Now, in some women who have low DHEA affecting the development of their 
cerebral hemispheres, the decline of DHEA, postpartum, may induce 
psychosis.  In schizophrenics and people with AIDS, both of which 
exhibit low DHEA, the basal glanglia exhibit increased activity, along 
with reduced prefrontal lobe activity (Am. J. Psychiatry 1985; 142: 564 
and Science 1988; 239: 587).  The prefrontal lobes control the impulses 
of the lower areas of the brain, in which one finds the basal ganglia.  
If women whose prefrontal lobes are underdeveloped give birth, I think 
it quite possible that they could loose control and harm or even murder 
their infants.  The midbrain contains more receptors for testosterone 
than the cerebral hemispheres (which include the prefrontal cortex).  

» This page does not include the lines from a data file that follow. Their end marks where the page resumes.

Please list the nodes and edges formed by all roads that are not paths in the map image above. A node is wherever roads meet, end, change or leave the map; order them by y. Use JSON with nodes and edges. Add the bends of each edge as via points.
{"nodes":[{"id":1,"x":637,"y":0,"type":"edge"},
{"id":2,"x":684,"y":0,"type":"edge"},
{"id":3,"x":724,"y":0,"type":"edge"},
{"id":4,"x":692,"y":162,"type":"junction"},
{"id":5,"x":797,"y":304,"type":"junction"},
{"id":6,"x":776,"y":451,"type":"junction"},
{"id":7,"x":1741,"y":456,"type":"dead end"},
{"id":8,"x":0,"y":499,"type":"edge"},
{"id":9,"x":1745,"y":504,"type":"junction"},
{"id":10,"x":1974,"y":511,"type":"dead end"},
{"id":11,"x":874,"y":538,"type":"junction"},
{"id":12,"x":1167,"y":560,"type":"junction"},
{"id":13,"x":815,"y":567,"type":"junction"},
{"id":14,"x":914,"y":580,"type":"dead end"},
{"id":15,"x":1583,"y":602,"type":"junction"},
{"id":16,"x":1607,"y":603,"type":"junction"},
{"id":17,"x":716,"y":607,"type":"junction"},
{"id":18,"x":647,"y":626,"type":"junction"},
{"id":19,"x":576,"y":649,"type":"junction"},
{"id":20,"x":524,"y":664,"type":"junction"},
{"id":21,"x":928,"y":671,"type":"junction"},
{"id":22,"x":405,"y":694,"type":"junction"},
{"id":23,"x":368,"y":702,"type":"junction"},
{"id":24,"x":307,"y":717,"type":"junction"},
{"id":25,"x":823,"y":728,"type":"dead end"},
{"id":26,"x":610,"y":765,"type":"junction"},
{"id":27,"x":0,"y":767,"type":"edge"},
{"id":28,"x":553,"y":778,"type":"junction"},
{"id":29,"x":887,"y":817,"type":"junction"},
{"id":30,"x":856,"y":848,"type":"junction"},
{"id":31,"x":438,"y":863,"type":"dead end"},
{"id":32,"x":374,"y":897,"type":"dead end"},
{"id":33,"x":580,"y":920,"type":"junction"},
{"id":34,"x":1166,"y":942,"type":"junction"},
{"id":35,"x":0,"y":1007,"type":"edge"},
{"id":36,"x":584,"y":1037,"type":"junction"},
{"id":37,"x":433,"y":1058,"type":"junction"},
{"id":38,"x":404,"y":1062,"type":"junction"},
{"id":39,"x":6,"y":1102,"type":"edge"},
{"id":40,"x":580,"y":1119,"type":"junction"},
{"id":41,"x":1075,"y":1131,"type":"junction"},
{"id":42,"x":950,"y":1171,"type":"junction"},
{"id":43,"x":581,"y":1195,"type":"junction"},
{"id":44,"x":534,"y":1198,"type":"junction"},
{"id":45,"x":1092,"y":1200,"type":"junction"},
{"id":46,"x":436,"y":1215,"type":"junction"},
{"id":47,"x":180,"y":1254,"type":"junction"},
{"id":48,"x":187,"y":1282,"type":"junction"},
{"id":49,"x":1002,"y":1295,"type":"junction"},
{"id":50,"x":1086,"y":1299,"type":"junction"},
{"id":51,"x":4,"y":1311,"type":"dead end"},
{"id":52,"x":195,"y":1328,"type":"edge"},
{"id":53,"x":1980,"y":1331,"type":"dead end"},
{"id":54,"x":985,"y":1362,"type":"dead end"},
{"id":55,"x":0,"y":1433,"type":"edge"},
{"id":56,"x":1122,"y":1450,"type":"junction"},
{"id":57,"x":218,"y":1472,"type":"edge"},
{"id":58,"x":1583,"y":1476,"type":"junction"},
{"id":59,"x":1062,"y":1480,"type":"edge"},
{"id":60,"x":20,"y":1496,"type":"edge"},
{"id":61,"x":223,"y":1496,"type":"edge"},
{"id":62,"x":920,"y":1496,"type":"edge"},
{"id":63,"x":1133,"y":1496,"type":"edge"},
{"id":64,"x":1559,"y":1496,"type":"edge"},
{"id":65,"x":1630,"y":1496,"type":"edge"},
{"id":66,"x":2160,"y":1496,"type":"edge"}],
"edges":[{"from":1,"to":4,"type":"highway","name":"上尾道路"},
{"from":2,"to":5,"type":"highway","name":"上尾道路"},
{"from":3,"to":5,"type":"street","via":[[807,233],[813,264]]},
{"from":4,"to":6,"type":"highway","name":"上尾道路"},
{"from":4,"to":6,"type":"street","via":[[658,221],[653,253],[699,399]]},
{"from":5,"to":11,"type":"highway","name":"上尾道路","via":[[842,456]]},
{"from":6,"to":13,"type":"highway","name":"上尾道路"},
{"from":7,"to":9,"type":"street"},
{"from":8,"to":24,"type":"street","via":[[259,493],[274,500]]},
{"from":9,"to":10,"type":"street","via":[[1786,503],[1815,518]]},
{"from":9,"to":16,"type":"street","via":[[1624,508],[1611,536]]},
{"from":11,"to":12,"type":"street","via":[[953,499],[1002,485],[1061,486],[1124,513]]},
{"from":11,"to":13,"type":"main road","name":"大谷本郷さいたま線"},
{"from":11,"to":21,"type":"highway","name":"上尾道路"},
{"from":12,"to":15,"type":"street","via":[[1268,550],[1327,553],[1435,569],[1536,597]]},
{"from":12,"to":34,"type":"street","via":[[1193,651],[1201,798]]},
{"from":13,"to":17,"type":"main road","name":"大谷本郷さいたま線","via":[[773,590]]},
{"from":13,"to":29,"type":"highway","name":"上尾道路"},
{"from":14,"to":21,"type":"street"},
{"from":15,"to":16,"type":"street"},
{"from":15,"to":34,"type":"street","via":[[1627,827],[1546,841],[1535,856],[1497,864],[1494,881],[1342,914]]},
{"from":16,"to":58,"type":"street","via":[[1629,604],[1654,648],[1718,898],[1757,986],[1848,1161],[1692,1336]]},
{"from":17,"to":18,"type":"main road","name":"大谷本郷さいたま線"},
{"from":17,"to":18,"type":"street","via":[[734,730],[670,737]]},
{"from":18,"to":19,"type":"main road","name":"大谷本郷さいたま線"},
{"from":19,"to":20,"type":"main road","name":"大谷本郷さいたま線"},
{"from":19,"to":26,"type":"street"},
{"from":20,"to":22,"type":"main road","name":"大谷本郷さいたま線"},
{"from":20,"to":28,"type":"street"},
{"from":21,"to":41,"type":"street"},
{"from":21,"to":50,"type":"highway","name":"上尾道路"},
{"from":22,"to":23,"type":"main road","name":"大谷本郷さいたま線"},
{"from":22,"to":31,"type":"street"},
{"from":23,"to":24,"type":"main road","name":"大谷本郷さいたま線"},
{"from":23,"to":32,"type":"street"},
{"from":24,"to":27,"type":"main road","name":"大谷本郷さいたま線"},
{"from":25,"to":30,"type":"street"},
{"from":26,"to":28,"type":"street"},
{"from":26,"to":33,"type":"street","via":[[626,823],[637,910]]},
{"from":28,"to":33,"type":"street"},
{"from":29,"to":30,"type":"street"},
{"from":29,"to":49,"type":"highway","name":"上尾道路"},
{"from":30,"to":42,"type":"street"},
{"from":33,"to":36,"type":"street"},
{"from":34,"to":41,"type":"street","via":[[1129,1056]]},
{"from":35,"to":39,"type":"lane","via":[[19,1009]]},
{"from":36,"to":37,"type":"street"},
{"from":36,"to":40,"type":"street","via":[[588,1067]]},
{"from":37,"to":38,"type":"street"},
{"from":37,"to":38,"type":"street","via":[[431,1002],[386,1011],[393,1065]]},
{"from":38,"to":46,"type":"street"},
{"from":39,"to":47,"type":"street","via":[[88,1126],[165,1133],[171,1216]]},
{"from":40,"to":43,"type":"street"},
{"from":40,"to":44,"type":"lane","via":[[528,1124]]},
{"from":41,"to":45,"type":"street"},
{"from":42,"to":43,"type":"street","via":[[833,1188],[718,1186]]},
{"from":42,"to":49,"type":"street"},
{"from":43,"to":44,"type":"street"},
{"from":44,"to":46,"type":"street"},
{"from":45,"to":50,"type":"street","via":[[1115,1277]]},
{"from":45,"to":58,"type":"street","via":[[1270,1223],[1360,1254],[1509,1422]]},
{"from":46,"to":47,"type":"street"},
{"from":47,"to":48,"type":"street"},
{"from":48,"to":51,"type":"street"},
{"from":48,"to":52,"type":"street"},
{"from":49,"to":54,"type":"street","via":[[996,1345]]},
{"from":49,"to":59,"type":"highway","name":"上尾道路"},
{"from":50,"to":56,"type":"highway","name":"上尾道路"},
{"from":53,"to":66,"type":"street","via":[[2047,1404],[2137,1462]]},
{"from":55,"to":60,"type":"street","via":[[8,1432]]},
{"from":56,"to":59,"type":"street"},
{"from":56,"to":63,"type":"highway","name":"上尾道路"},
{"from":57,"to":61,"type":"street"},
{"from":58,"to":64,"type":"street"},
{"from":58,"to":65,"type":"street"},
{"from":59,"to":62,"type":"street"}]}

This means to me that "athletic" women may produce more testosterone and 
this effect may cause their midbrains to be more active relative to 
their frontal lobes.  I think it is possible that this may explain what 
you report, above.  These women may loose control and act on it, rather 
than simply show less aggressive symptoms of psychosis.  This could also 
explain lack of bonding.

My work suggests that people, who are prone to infections, are low DHEA. 
 The decline in DHEA of the first birth could result in increased 
infections.  Since the immune system will compete with the brain for the 
available DHEA, the infections could aggrevate already low DHEA and 
possibly induce postpartum depression or psychosis.

I hope this answers this set of questions."